Only lines holding "lane" are wanted; copy each of them from the records below.
-------- Information given --------
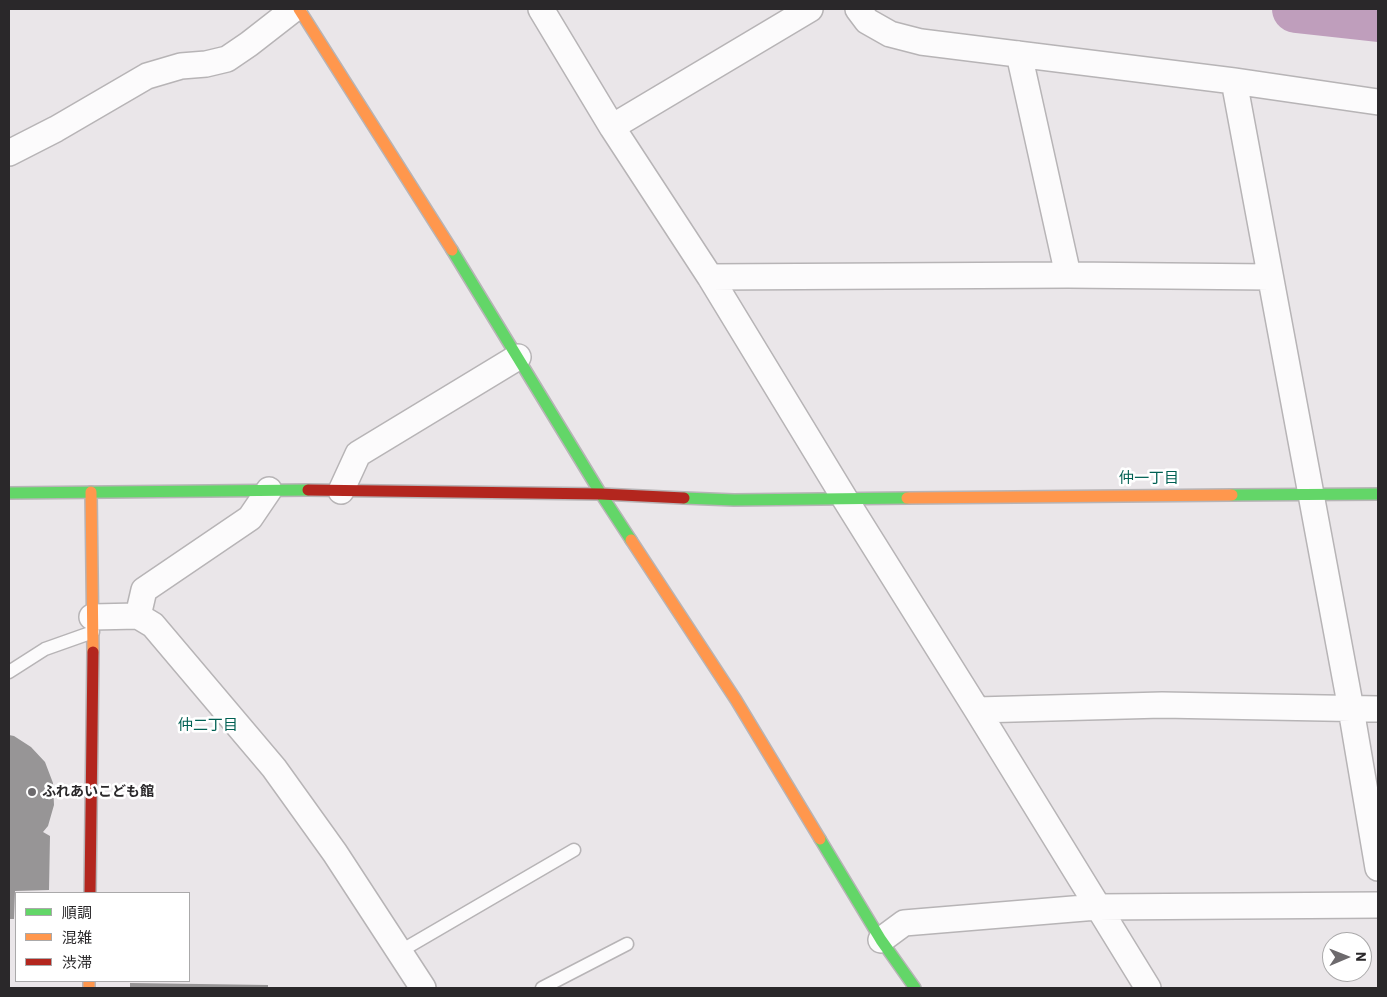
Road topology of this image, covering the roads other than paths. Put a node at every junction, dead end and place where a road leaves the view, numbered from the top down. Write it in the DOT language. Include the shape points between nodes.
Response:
graph roads {
  1 [pos="541,9"];
  2 [pos="810,9"];
  3 [pos="858,9"];
  4 [pos="301,10"];
  5 [pos="1019,54"];
  6 [pos="1234,81"];
  7 [pos="1378,102"];
  8 [pos="612,127"];
  9 [pos="9,153"];
  10 [pos="1068,274"];
  11 [pos="1270,277"];
  12 [pos="710,278"];
  13 [pos="518,357"];
  14 [pos="269,490"];
  15 [pos="341,491"];
  16 [pos="90,492"];
  17 [pos="9,493"];
  18 [pos="600,494"];
  19 [pos="1378,494"];
  20 [pos="1312,495"];
  21 [pos="845,499"];
  22 [pos="138,616"];
  23 [pos="92,624"];
  24 [pos="9,672"];
  25 [pos="1351,709"];
  26 [pos="977,710"];
  27 [pos="1378,710"];
  28 [pos="574,850"];
  29 [pos="1378,868"];
  30 [pos="90,892"];
  31 [pos="1378,905"];
  32 [pos="1097,907"];
  33 [pos="881,940"];
  34 [pos="627,944"];
  35 [pos="399,952"];
  36 [pos="423,988"];
  37 [pos="542,988"];
  38 [pos="915,988"];
  39 [pos="1148,988"];
  1 -- 8 [label="street"];
  2 -- 8 [label="street"];
  3 -- 5 [label="street" via="867,21 890,34 921,42"];
  4 -- 9 [label="street" via="227,59 181,66 147,76"];
  4 -- 13 [label="street"];
  5 -- 6 [label="street"];
  5 -- 10 [label="street"];
  6 -- 7 [label="street"];
  6 -- 11 [label="street"];
  8 -- 12 [label="street"];
  10 -- 11 [label="street"];
  10 -- 12 [label="street"];
  11 -- 20 [label="street"];
  12 -- 21 [label="street"];
  13 -- 15 [label="street" via="358,454"];
  13 -- 18 [label="street"];
  14 -- 15 [label="street"];
  14 -- 16 [label="street"];
  14 -- 22 [label="street" via="250,518 144,590"];
  15 -- 18 [label="street"];
  16 -- 17 [label="street"];
  16 -- 23 [label="street"];
  18 -- 21 [label="street" via="734,500"];
  18 -- 33 [label="street" via="736,700"];
  19 -- 20 [label="street"];
  20 -- 21 [label="street"];
  20 -- 25 [label="street"];
  21 -- 26 [label="street"];
  22 -- 23 [label="street"];
  22 -- 35 [label="street" via="152,625 274,768"];
  23 -- 24 [label="lane"];
  23 -- 30 [label="street"];
  25 -- 26 [label="street" via="1162,705"];
  25 -- 27 [label="street"];
  25 -- 29 [label="street"];
  26 -- 32 [label="street"];
  28 -- 35 [label="lane"];
  31 -- 32 [label="street"];
  32 -- 33 [label="street" via="904,923"];
  32 -- 39 [label="street"];
  33 -- 38 [label="street"];
  34 -- 37 [label="lane"];
  35 -- 36 [label="street"];
}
--------
**Exercise response**
  23 -- 24 [label="lane"];
  28 -- 35 [label="lane"];
  34 -- 37 [label="lane"];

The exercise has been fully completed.